Key issue 3: Racist ASB and hate incidents are still being mishandled

The Housing Ombudsman’s July 2025 severe maladministration learning report says hate crime and harassment can have significant consequences and that landlords should specifically record hate incidents, take early and firm action, monitor patterns across homes, and treat reports with seriousness and sensitivity.

A recent Ombudsman case involving Orbit Housing showed the practical risk. A resident reported racism, abuse and malicious complaints, but the landlord failed to follow its ASB and hate incident procedures, did not complete further actions under its policy, failed to consider support or risk assessment, and had poor record keeping. The Ombudsman found maladministration for ASB handling and severe maladministration for complaint handling.

Your organisation should be asking itself:-
“When a resident says an incident is racist, do we record it as a hate incident because of the resident’s perception — or do staff wait until they personally agree racism occurred?”

Action to propose:
Review the last 10 ASB cases where race, nationality, religion, language, immigration status or cultural identity may have been a factor. Check whether each case has: hate incident flag, risk assessment, support offer, action plan, police/council referral where needed, follow-up contact and closure review.

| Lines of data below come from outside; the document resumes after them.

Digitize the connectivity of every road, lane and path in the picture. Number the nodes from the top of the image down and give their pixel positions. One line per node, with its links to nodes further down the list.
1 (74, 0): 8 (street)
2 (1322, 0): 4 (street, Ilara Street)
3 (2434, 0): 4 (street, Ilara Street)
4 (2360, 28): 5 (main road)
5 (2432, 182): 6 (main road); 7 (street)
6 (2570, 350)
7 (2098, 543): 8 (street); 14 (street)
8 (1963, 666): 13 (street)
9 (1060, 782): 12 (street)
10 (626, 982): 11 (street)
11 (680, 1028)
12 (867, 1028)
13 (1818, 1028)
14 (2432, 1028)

Key issue 4: Repairs, damp, mould and unsafe homes must be viewed through a race equity lens

Awaab’s Law came into force on 27 October 2025, requiring social landlords to fix reported damp, mould and emergency repairs within strict timeframes, with further hazards being covered from 2026. Shelter’s campaign notes that discrimination can continue after people secure a home, particularly when they raise concerns about unsafe or unsuitable housing.

Your organisation should be asking itself:-
“Do we know whether Black and minoritised residents wait longer for damp, mould, leaks, overcrowding remedies or medical adaptations?”

Action to propose:
Run a race equity audit of damp and mould cases: report date, inspection date, repair completion, repeat visits, vulnerability flags, complaint escalation, decant decisions and compensation.


Key issue 5: Complaint handling is a trust and racism issue

The latest Tenant Satisfaction Measures for large social landlords in England show a major trust gap: median satisfaction with complaint handling among low-cost rental tenants was 35.5%, while satisfaction that landlords listen to tenant views and act on them was 61.6%. Satisfaction with landlords’ approach to ASB was 59.5%.

Your organisation should be asking itself:-
“If a resident already feels dismissed because of race, how does a slow, defensive or confusing complaint process compound the harm?”

Action to propose:
Disaggregate complaint outcomes by ethnicity: response times, escalation rates, upheld rates, remedies, compensation, repeat complaints and Ombudsman referrals.


Key issue 6: Staff culture remains a live risk

In Wales, Tai Pawb’s 2025 sector work found progress — including 94% of surveyed organisations having anti-racism action plans — but also reported that one in six people of colour experienced racism from colleagues in 2025, with racism from tenants and service users also increasing since 2023.

Your organisation should be asking itself:-
“Do our Black and minoritised colleagues experience the organisation differently from our policy says they should?”

Action to propose:
Introduce a confidential race-at-work pulse survey, plus clear reporting routes for staff experiencing racism from colleagues, contractors, residents or service users.


Key issue 7: This is UK-wide, but the regulatory levers differ by nation

Much of the current regulatory activity above applies to England, but the issue is UK-wide. Shelter Scotland and CRER’s December 2025 report examines how Scotland’s housing emergency disproportionately affects Black and Minority Ethnic groups. Wales has its Anti-racist Wales housing agenda and Tai Pawb’s Deeds Not Words work, while Northern Ireland’s Housing Executive race relations work focuses on access to housing services, tackling racial inequalities, eradicating racism and hate crime, and promoting cohesion.

Your organisation should be asking itself:-
“What can we learn across the UK, even where the regulator, legislation and terminology differ?”